The Dark Tower: beaucoup de spectacle, peu de contenu

Note des lecteurs2 Notes
5.4
6.5

Un jeune garçon fait d’étranges rêves à propos d’une autre dimension surplombée d’une immense tour lugubre, d’un homme menaçant vêtu de noir et d’un autre au pistolet. Sa vie sera sur le point de basculer lorsque ses visions deviendront réalité.

Comme c’est souvent le cas pour l’adaptation d’une série de livres à succès, les attentes sont grandes pour ce film réalisé par le danois Nikolaj Arcel (qu’on connait surtout pour son adaptation sur le grand écran de Millenium). Est-ce qu’il réussit à répondre aux attentes?

The Dark Tower est bien exécuté et ne comporte aucun temps mort, en plus d’être aussi visuellement satisfaisant. On appréciera le détail de certaines créatures et autres effets, quoique par moment, on aurait pu souhaiter quelque chose de plus spectaculaire.

Par contre au niveau du contenu, on s’attendait à beaucoup plus. Les personnages si riches des bouquins se retrouvaient ici plutôt fades et sans saveur. Heureusement, les acteurs offrent une performance solide. La chimie entre le jeune Tom Taylor et le fameux Idris Elba (Prometheus) vaut particulièrement le déplacement. Même si Matthew McConaughey demeure convainquant dans son rôle, on sera par contre parfois agacé par ses tics d’acteurs récurrents.

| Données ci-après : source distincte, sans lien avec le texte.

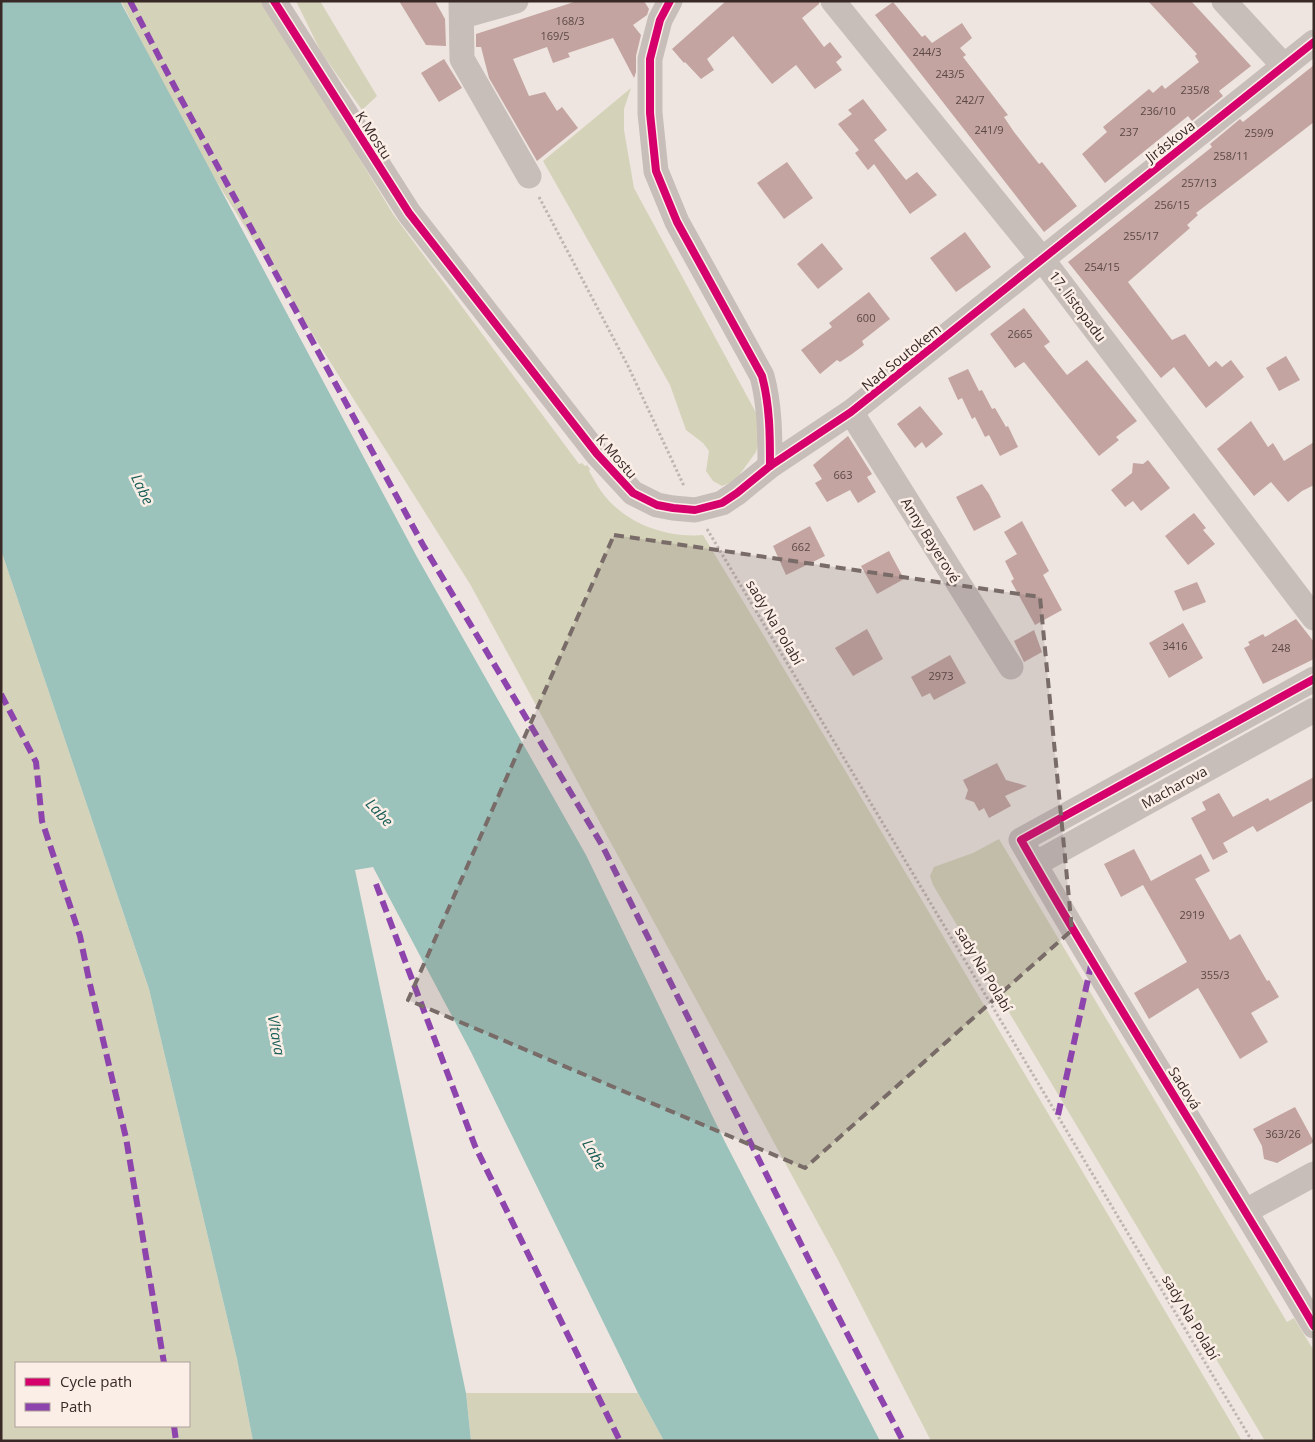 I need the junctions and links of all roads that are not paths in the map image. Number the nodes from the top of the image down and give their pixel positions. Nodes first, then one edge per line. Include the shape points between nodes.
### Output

L’intrigue simplifiée et prémâchée en décevra également certains. A-t-on voulu trop simplifier les choses au profit de l’accessibilité? Peut-être. Par moment, on se surprendra à se demander s’il s’agit d’un film de super-héros produit par Marvel ou bien l’adaptation d’une histoire de Stephen King. Quoi qu’il en soit, il est important de souligner les quelques scènes angoissantes qui témoignent de l’ambiance de paranoïa. On aurait sans doute d’ailleurs gagné à exploiter davantage ce filon afin de rendre justice à cet univers unique.

The Dark Tower est un film comme il s’en fait malheureusement trop souvent. Une production qui, contrairement aux ouvrages dont il s’inspire, ne sera pas parvenue à trouver une identité qui lui est propre. Cette adaptation échoue donc à rendre justice à l’œuvre initiale, mais possède tout de même le mérite d’offrir un bon spectacle, ce qui n’est pas rien.